Da alcuni giorni sulle pendici del Monte Acuto è iniziata la strage dei faggi. Non si tratta del solito taglio ceduo che spelacchia crinali e versanti, ma di un intervento invasivo ed estremo che prevede la completa eradicazione delle piante e la definitiva perdita di importanti porzioni di bosco. Alle motoseghe seguiranno le ruspe che toglieranno le radici e livelleranno le contropendenze. Il bosco non potrà più ricrescere e al suo posto saranno realizzate piste da sci e impianti di risalita.
Il progetto, finanziato dalla Regione attraverso le tasse dei cittadini marchigiani, prevede una spesa di circa 3.500.000 euro ed è finalizzato all’allargamento delle piste, alla costruzione di due seggiovie (la prima è già stata inaugurata il 4 gennaio scorso), di uno skylift e di un impianto di innevamento artificiale.
Questi interventi stanno comportando la scomparsa di 2,6 ettari di faggeta, di età tra i 25 e 63 anni ad una altitudine compresa tra 1200 e 1450 metri s.l.m. in un’area in cui sono presenti una decina di vincoli. Contro questo progetto, che la Provincia di Pesaro ed Urbino ha escluso dalla Valutazione di Impatto Ambientale, la Lupus in Fabula ha presentato nel 2016 le proprie osservazioni, ed ha organizzato, nei giorni scorsi, un sit-in, in località Le Gorghe, dove i volontari dell’Associazione hanno steso uno striscione con la scritta “MILIONI SPRECATI- BASTA SCEMPI”.

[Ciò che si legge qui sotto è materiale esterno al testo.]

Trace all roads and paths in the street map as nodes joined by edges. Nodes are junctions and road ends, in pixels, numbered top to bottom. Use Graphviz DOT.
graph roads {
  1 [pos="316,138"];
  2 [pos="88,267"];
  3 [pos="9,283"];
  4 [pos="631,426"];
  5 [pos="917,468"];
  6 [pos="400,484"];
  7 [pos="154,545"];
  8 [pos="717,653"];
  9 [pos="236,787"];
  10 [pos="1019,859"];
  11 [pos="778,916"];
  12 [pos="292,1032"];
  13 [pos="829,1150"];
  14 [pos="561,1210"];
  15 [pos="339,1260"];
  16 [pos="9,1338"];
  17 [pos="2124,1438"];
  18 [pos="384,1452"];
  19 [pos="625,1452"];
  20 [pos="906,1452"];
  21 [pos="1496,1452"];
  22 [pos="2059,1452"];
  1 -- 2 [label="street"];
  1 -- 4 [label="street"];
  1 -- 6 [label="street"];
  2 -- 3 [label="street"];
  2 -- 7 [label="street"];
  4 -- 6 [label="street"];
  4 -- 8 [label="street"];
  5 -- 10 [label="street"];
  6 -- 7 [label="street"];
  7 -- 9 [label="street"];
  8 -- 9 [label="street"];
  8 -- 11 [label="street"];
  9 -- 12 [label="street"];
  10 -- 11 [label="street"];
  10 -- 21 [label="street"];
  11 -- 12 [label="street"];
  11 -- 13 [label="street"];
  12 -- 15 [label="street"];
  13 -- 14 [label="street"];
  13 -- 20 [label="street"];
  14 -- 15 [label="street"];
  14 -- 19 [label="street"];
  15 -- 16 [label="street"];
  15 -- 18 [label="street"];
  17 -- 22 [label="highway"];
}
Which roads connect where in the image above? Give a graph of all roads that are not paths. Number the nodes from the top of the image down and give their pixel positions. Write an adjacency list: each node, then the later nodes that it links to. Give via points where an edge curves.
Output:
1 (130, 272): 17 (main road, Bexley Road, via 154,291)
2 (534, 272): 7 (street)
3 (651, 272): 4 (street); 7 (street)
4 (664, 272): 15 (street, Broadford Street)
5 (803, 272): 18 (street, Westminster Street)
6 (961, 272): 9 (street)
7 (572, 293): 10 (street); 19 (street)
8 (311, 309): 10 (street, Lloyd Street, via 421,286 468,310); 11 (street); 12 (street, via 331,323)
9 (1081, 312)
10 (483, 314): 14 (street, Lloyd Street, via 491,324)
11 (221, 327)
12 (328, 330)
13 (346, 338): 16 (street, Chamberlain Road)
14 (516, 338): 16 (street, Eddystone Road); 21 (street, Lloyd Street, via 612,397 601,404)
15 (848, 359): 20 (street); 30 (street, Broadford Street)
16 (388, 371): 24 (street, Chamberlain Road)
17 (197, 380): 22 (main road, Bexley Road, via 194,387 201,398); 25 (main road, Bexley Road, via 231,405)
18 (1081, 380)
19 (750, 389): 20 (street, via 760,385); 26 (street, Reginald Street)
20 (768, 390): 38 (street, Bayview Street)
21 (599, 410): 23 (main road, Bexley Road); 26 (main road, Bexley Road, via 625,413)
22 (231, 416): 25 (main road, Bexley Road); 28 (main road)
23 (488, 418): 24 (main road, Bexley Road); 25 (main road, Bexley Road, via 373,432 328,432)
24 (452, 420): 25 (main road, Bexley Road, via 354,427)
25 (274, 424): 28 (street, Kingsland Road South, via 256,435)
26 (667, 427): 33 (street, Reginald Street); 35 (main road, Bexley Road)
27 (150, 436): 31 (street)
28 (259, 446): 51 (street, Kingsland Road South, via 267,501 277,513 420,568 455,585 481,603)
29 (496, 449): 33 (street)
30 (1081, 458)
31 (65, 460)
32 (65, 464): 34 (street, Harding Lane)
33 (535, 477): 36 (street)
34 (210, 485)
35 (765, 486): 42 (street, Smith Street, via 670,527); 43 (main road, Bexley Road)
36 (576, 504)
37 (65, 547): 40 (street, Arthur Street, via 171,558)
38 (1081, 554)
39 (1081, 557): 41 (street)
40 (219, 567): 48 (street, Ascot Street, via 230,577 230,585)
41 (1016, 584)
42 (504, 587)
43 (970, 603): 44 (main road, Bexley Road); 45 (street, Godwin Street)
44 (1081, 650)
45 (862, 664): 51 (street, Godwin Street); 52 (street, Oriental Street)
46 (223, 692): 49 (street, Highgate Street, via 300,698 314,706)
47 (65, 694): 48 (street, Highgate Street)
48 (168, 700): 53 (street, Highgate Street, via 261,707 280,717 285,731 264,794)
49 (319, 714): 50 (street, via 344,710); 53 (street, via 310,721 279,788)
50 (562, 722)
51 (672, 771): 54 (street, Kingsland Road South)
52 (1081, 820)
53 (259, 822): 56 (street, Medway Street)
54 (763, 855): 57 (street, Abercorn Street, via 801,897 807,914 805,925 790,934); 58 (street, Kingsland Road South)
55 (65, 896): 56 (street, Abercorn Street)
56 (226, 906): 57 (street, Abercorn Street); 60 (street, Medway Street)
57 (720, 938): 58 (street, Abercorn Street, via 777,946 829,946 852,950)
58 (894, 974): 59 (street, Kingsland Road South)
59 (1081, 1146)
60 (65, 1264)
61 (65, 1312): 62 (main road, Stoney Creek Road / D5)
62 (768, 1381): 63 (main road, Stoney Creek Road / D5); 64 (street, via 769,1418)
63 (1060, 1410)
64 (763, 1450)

Lo scopo è quello di attirare l’attenzione dell’opinione pubblica sull’assurdità di un investimento che devasta la montagna più bella della provincia per assecondare un progetto, quello di una stazione sciistica, che è destinato a dimostrare, con il tempo, la sua insostenibilità economica e ambientale. Mentre sulle Alpi chiudono impianti a 1400 metri di quota, a Frontone, cioè a circa 40 km in linea d’aria dal mare, si decide di costruire, una seggiovia che parte da 1200 metri, per trasportare improbabili “frotte” di sciatori fino al rifugio Le Cotaline a 1400 metri s.l.m.
I cambiamenti climatici in corso, anche se possono portare talvolta copiose nevicate, non assicurano temperature tali da garantire all’attività sciistica una sufficiente distribuzione stagionale.
La scorsa stagione gli impianti di risalita (ad eccezione della bidonvia) hanno funzionato pochissimi giorni, perché le condizioni metereologiche e quelle del manto nevoso non erano tali da giustificarne l’apertura.
Ovviamente i gestori della società Monte Catria Impianti, che è un’azienda privata, sono ben felici di un investimento pubblico che renderà più redditizia la loro gestione, così com’è chiaro che quanto sta accadendo ha dei precisi responsabili. Il presidente della Giunta Regionale Ceriscioli, il vice presidente del Consiglio regionale Claudio Minardi, il presidente della Provincia Tagliolini e il sindaco di Frontone Passetti hanno assecondato e voluto questo progetto, sostenendo che i nuovi impianti di risalita saranno un volano per il turismo nel comprensorio del Catria, ma trascurando completamente la prospettiva a cui andremo incontro entro una ventina di anni a causa dei cambiamenti climatici.
La Lupus sostiene, invece, che gli impianti da sci siano un paradosso per questi territori e che i finanziamenti impegnati siano soldi sprecati, che potrebbero essere più utilmente destinati a qualificare le strutture ricettive, a migliorare la sentieristica e la segnaletica o addirittura potrebbero essere trasferiti ad altri capitoli di spesa più necessari e sofferenti come la sanità o la ricostruzione post terremoto.